USA at 500: An Open Assignment

I recently took my two oldest kids to Seattle, and of course we went to Space Needle.  It was a beautiful day and Seattle is a beautiful city, so we reveled in the 360-degree views.  Our time was short so I didn’t get to read every placard, but I did learn that it was conceived and built for the 1962 World Fair as a thought experiment in how people would live in the future.  Of course we are still waiting for Jetsons-like living, but Space Needle has taken its place in Seattle’s heart, both as an iconic addition to its skyline and as an immensely popular tourist destination. 

I know some of the people who are building momentum around usa250, which wants to rally multiple events and celebrations in Philadelphia for the 250th anniversary of the signing of the Declaration of Independence.  I wish them well and hope that indeed all eyes will be on Philly in 2026.  But I also want to offer a little bit of a thought experiment in the same vein as Space Needle.  Namely, what might be Philly’s Space Needle?  Meaning the following three things: 

1. It would represent a vision of the city and the country circa 2276.  250 years is a long time to look ahead.  Looking back to 1776 from the present day, Philly was clustered close to the Delaware River, the population was 40,000, and only white males with property could vote.  Looking back to 2026 from the vantage point of 2276, what things will seem hopelessly antiquated?  How will we be a better city and country for all by 2276?

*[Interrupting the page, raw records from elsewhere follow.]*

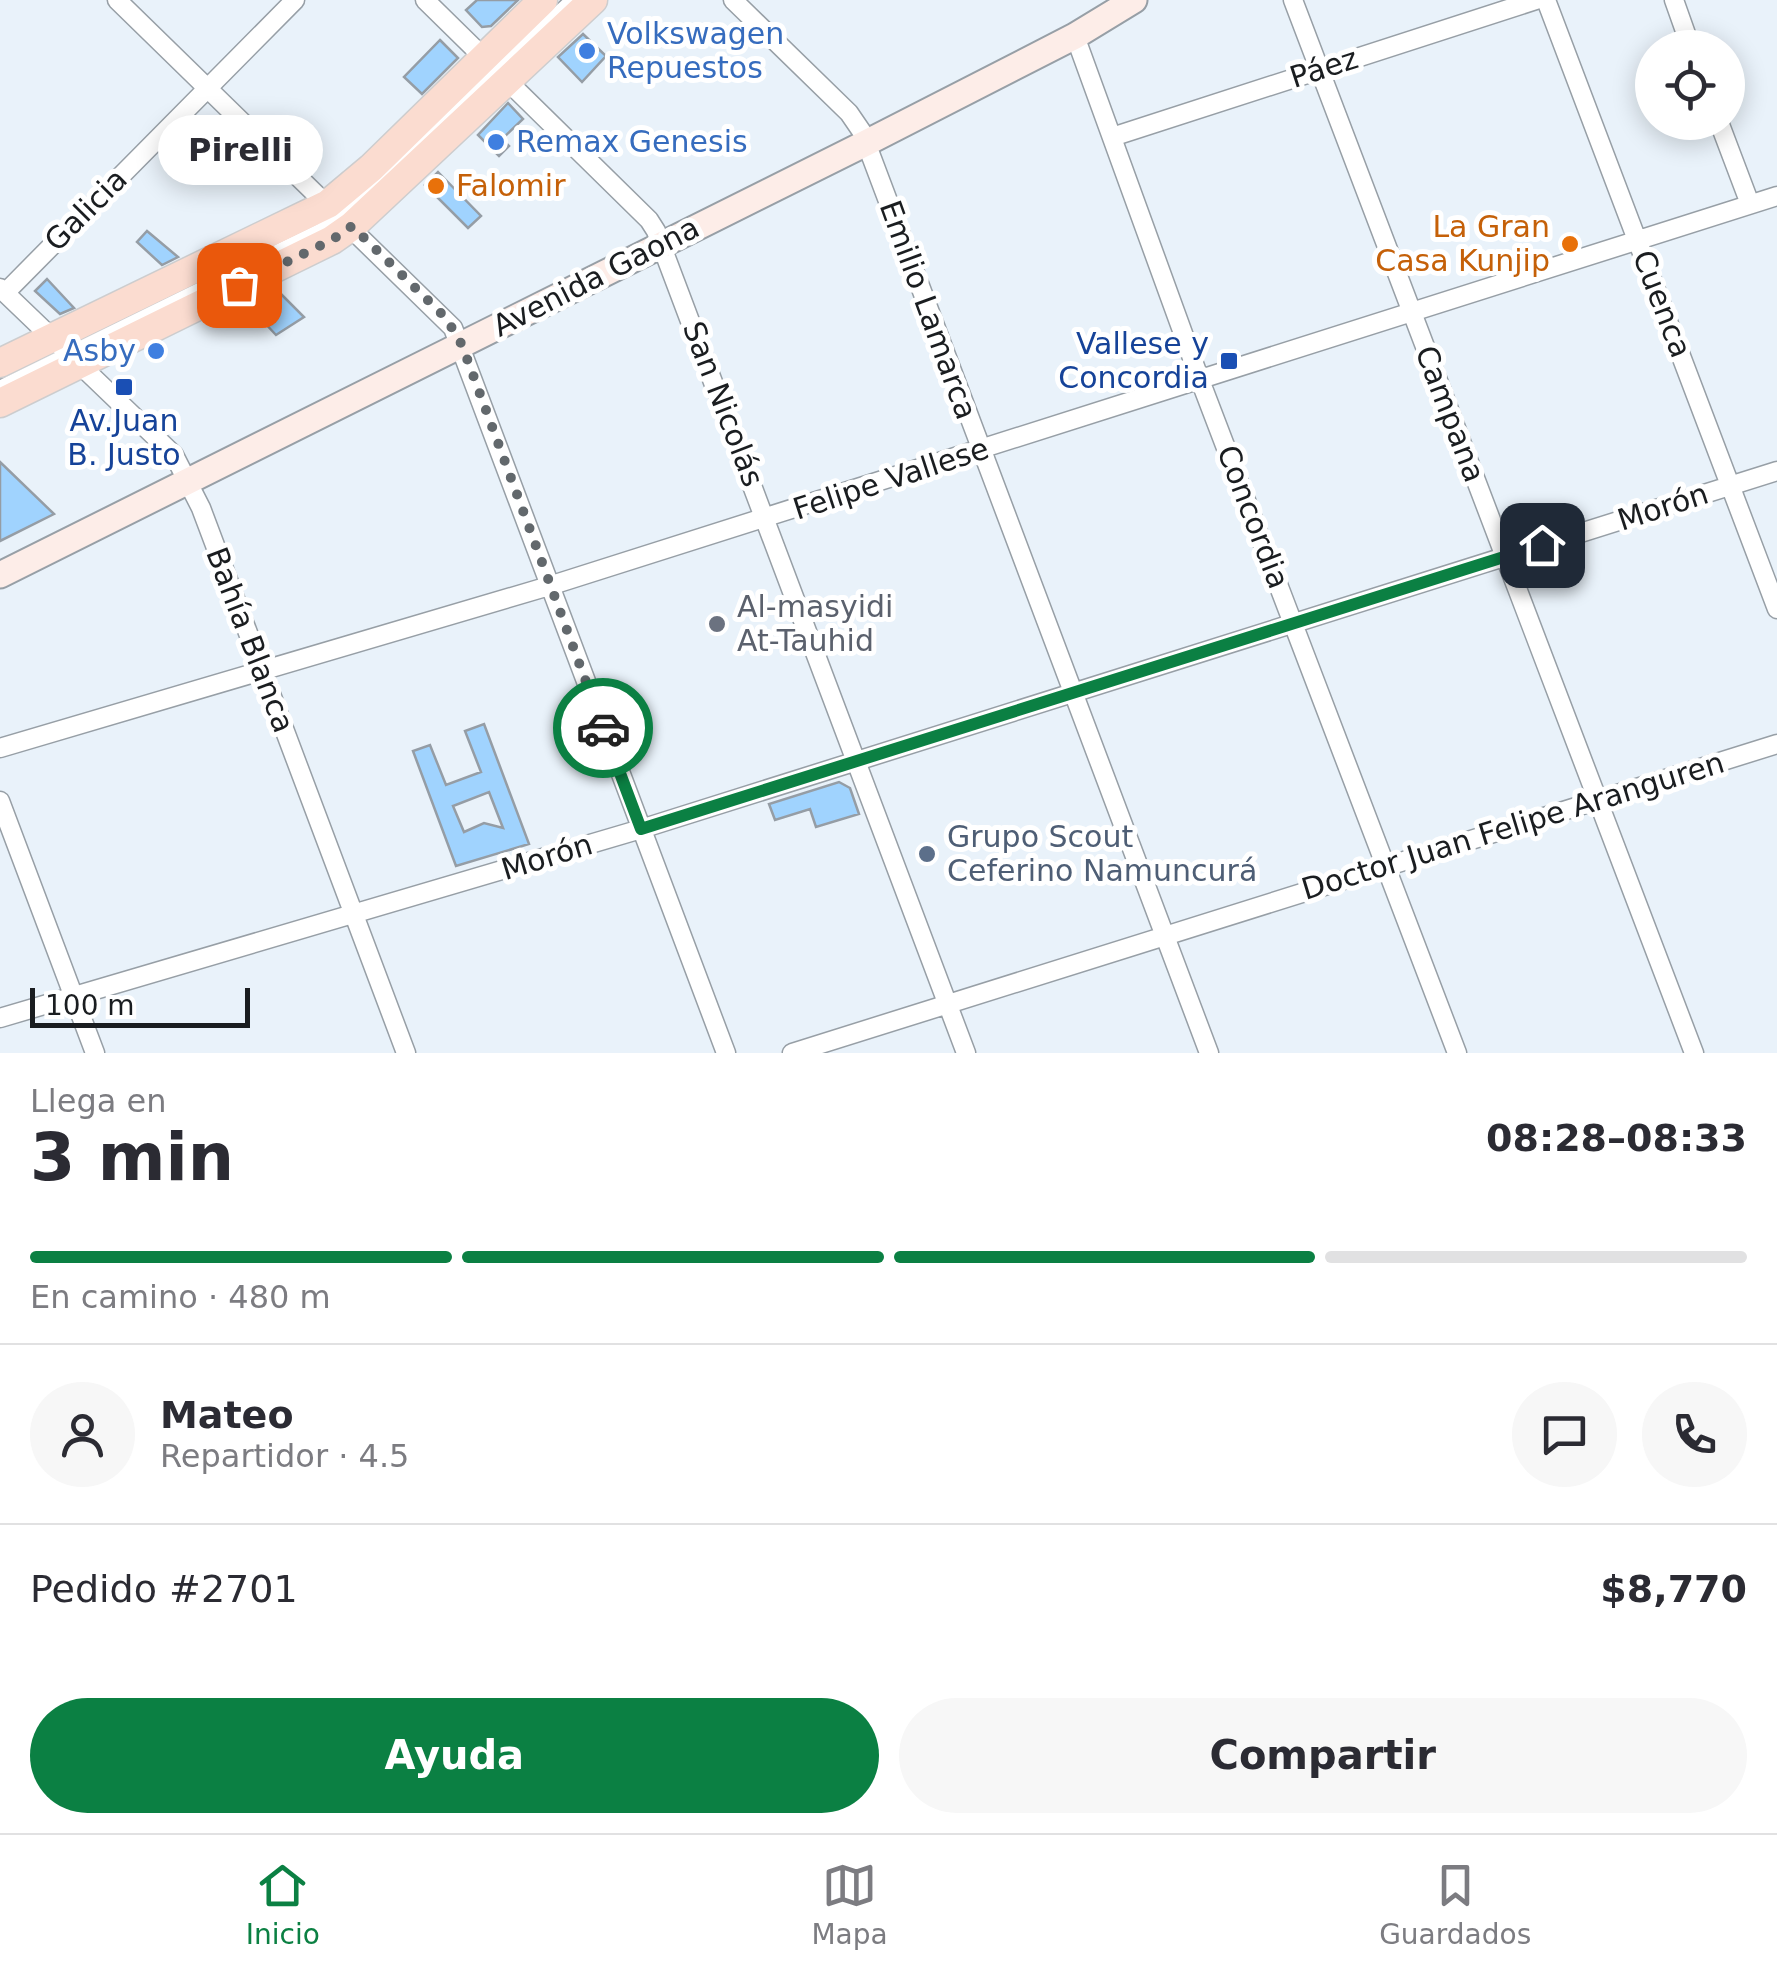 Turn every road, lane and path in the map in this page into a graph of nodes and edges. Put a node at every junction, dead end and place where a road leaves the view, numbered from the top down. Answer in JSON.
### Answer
{"nodes":[{"id":1,"x":117,"y":0,"type":"edge"},
{"id":2,"x":294,"y":0,"type":"edge"},
{"id":3,"x":425,"y":0,"type":"edge"},
{"id":4,"x":543,"y":0,"type":"edge"},
{"id":5,"x":569,"y":0,"type":"edge"},
{"id":6,"x":594,"y":0,"type":"edge"},
{"id":7,"x":733,"y":0,"type":"edge"},
{"id":8,"x":1134,"y":0,"type":"edge"},
{"id":9,"x":1293,"y":0,"type":"edge"},
{"id":10,"x":1536,"y":0,"type":"edge"},
{"id":11,"x":1546,"y":0,"type":"edge"},
{"id":12,"x":1674,"y":0,"type":"edge"},
{"id":13,"x":1685,"y":30,"type":"edge"},
{"id":14,"x":1074,"y":36,"type":"junction"},
{"id":15,"x":497,"y":69,"type":"junction"},
{"id":16,"x":1320,"y":70,"type":"junction"},
{"id":17,"x":207,"y":88,"type":"junction"},
{"id":18,"x":1112,"y":137,"type":"junction"},
{"id":19,"x":1726,"y":140,"type":"edge"},
{"id":20,"x":866,"y":143,"type":"junction"},
{"id":21,"x":1777,"y":196,"type":"edge"},
{"id":22,"x":1750,"y":204,"type":"junction"},
{"id":23,"x":340,"y":215,"type":"junction"},
{"id":24,"x":1638,"y":240,"type":"junction"},
{"id":25,"x":662,"y":244,"type":"junction"},
{"id":26,"x":3,"y":290,"type":"edge"},
{"id":27,"x":1412,"y":314,"type":"junction"},
{"id":28,"x":462,"y":345,"type":"junction"},
{"id":29,"x":68,"y":350,"type":"junction"},
{"id":30,"x":0,"y":363,"type":"edge"},
{"id":31,"x":1200,"y":380,"type":"junction"},
{"id":32,"x":0,"y":385,"type":"edge"},
{"id":33,"x":0,"y":404,"type":"edge"},
{"id":34,"x":981,"y":451,"type":"junction"},
{"id":35,"x":1777,"y":472,"type":"edge"},
{"id":36,"x":187,"y":481,"type":"junction"},
{"id":37,"x":1730,"y":486,"type":"junction"},
{"id":38,"x":766,"y":518,"type":"junction"},
{"id":39,"x":1504,"y":557,"type":"junction"},
{"id":40,"x":0,"y":574,"type":"edge"},
{"id":41,"x":549,"y":586,"type":"junction"},
{"id":42,"x":1777,"y":609,"type":"edge"},
{"id":43,"x":1294,"y":622,"type":"junction"},
{"id":44,"x":262,"y":672,"type":"junction"},
{"id":45,"x":1072,"y":692,"type":"junction"},
{"id":46,"x":1777,"y":744,"type":"edge"},
{"id":47,"x":0,"y":748,"type":"edge"},
{"id":48,"x":857,"y":761,"type":"junction"},
{"id":49,"x":0,"y":800,"type":"edge"},
{"id":50,"x":1598,"y":800,"type":"junction"},
{"id":51,"x":641,"y":829,"type":"junction"},
{"id":52,"x":1386,"y":866,"type":"junction"},
{"id":53,"x":354,"y":916,"type":"junction"},
{"id":54,"x":1164,"y":936,"type":"junction"},
{"id":55,"x":74,"y":996,"type":"junction"},
{"id":56,"x":948,"y":1005,"type":"junction"},
{"id":57,"x":0,"y":1018,"type":"edge"},
{"id":58,"x":95,"y":1053,"type":"edge"},
{"id":59,"x":406,"y":1053,"type":"edge"},
{"id":60,"x":726,"y":1053,"type":"edge"},
{"id":61,"x":792,"y":1053,"type":"edge"},
{"id":62,"x":966,"y":1053,"type":"edge"},
{"id":63,"x":1209,"y":1053,"type":"edge"},
{"id":64,"x":1457,"y":1053,"type":"edge"},
{"id":65,"x":1694,"y":1053,"type":"edge"}],
"edges":[{"from":1,"to":17,"type":"street"},
{"from":2,"to":17,"type":"street","name":"Galicia"},
{"from":3,"to":15,"type":"street","name":"San Nicolás"},
{"from":4,"to":15,"type":"main road"},
{"from":5,"to":15,"type":"lane"},
{"from":6,"to":15,"type":"main road"},
{"from":7,"to":20,"type":"street","name":"Emilio Lamarca"},
{"from":8,"to":14,"type":"main road","name":"Avenida Gaona"},
{"from":9,"to":16,"type":"street","name":"Campana"},
{"from":10,"to":16,"type":"street","name":"Páez"},
{"from":11,"to":24,"type":"street","name":"Cuenca"},
{"from":12,"to":13,"type":"street"},
{"from":14,"to":18,"type":"street","name":"Concordia"},
{"from":14,"to":20,"type":"main road","name":"Avenida Gaona"},
{"from":15,"to":23,"type":"main road"},
{"from":15,"to":25,"type":"street","name":"San Nicolás"},
{"from":16,"to":18,"type":"street","name":"Páez"},
{"from":16,"to":27,"type":"street","name":"Campana"},
{"from":17,"to":23,"type":"street"},
{"from":17,"to":26,"type":"street","name":"Galicia"},
{"from":18,"to":31,"type":"street","name":"Concordia"},
{"from":19,"to":22,"type":"street"},
{"from":20,"to":25,"type":"main road","name":"Avenida Gaona"},
{"from":20,"to":34,"type":"street","name":"Emilio Lamarca"},
{"from":21,"to":22,"type":"street","name":"Felipe Vallese"},
{"from":22,"to":24,"type":"street","name":"Felipe Vallese"},
{"from":23,"to":28,"type":"street"},
{"from":23,"to":29,"type":"main road"},
{"from":24,"to":27,"type":"street","name":"Felipe Vallese"},
{"from":24,"to":37,"type":"street","name":"Cuenca"},
{"from":25,"to":28,"type":"main road","name":"Avenida Gaona"},
{"from":25,"to":38,"type":"street","name":"San Nicolás"},
{"from":26,"to":29,"type":"street","name":"Bahía Blanca"},
{"from":27,"to":31,"type":"street","name":"Felipe Vallese"},
{"from":27,"to":39,"type":"street","name":"Campana"},
{"from":28,"to":36,"type":"main road","name":"Avenida Gaona"},
{"from":28,"to":41,"type":"street"},
{"from":29,"to":30,"type":"main road"},
{"from":29,"to":32,"type":"lane"},
{"from":29,"to":33,"type":"main road"},
{"from":29,"to":36,"type":"street","name":"Bahía Blanca"},
{"from":31,"to":34,"type":"street","name":"Felipe Vallese"},
{"from":31,"to":43,"type":"street","name":"Concordia"},
{"from":34,"to":38,"type":"street","name":"Felipe Vallese"},
{"from":34,"to":45,"type":"street","name":"Emilio Lamarca"},
{"from":35,"to":37,"type":"street","name":"Morón"},
{"from":36,"to":40,"type":"main road","name":"Avenida Gaona"},
{"from":36,"to":44,"type":"street","name":"Bahía Blanca"},
{"from":37,"to":39,"type":"street","name":"Morón"},
{"from":37,"to":42,"type":"street","name":"Cuenca"},
{"from":38,"to":41,"type":"street","name":"Felipe Vallese"},
{"from":38,"to":48,"type":"street","name":"San Nicolás"},
{"from":39,"to":43,"type":"street","name":"Morón"},
{"from":39,"to":50,"type":"street","name":"Campana"},
{"from":41,"to":44,"type":"street","name":"Felipe Vallese"},
{"from":41,"to":51,"type":"street"},
{"from":43,"to":45,"type":"street","name":"Morón"},
{"from":43,"to":52,"type":"street","name":"Concordia"},
{"from":44,"to":47,"type":"street","name":"Felipe Vallese"},
{"from":44,"to":53,"type":"street","name":"Bahía Blanca"},
{"from":45,"to":48,"type":"street","name":"Morón"},
{"from":45,"to":54,"type":"street","name":"Emilio Lamarca"},
{"from":46,"to":50,"type":"street","name":"Doctor Juan Felipe Aranguren"},
{"from":48,"to":51,"type":"street","name":"Morón"},
{"from":48,"to":56,"type":"street","name":"San Nicolás"},
{"from":49,"to":55,"type":"street"},
{"from":50,"to":52,"type":"street","name":"Doctor Juan Felipe Aranguren"},
{"from":50,"to":65,"type":"street","name":"Campana"},
{"from":51,"to":53,"type":"street","name":"Morón"},
{"from":51,"to":60,"type":"street"},
{"from":52,"to":54,"type":"street","name":"Doctor Juan Felipe Aranguren"},
{"from":52,"to":64,"type":"street","name":"Concordia"},
{"from":53,"to":55,"type":"street","name":"Morón"},
{"from":53,"to":59,"type":"street","name":"Bahía Blanca"},
{"from":54,"to":56,"type":"street","name":"Doctor Juan Felipe Aranguren"},
{"from":54,"to":63,"type":"street","name":"Emilio Lamarca"},
{"from":55,"to":57,"type":"street","name":"Morón"},
{"from":55,"to":58,"type":"street"},
{"from":56,"to":61,"type":"street","name":"Doctor Juan Felipe Aranguren"},
{"from":56,"to":62,"type":"street","name":"San Nicolás"}]}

2. It would balance veneration of the old with openness to the new, and accessibility for locals and tourists alike.  In a place like Philly, whose hallowed destinations are hundreds of years old, it can seem shallow and commercial to manufacture a new must-see destination.  But everything has to have a genesis.  There was a time the Parkway was derided and now it is iconic.  What can simultaneously respect Philly’s history, claim its current attention, and represent its possible future? 

3. Lest this just be a heady thought exercise, let’s inject some realism into the matter.  Where in the city would you put this thing?  How would you pay for it?  How would you program it?  What would you charge?

This would be a fabulous exercise for a day-long charrette or a semester-long studio, so if you are a design or anthropology or urban studies thought leader and you want to run with this as such, go on ahead and you’re welcome.  As for me, having thrown out the question, I myself will be noodling over what would be my answer over the next few weeks.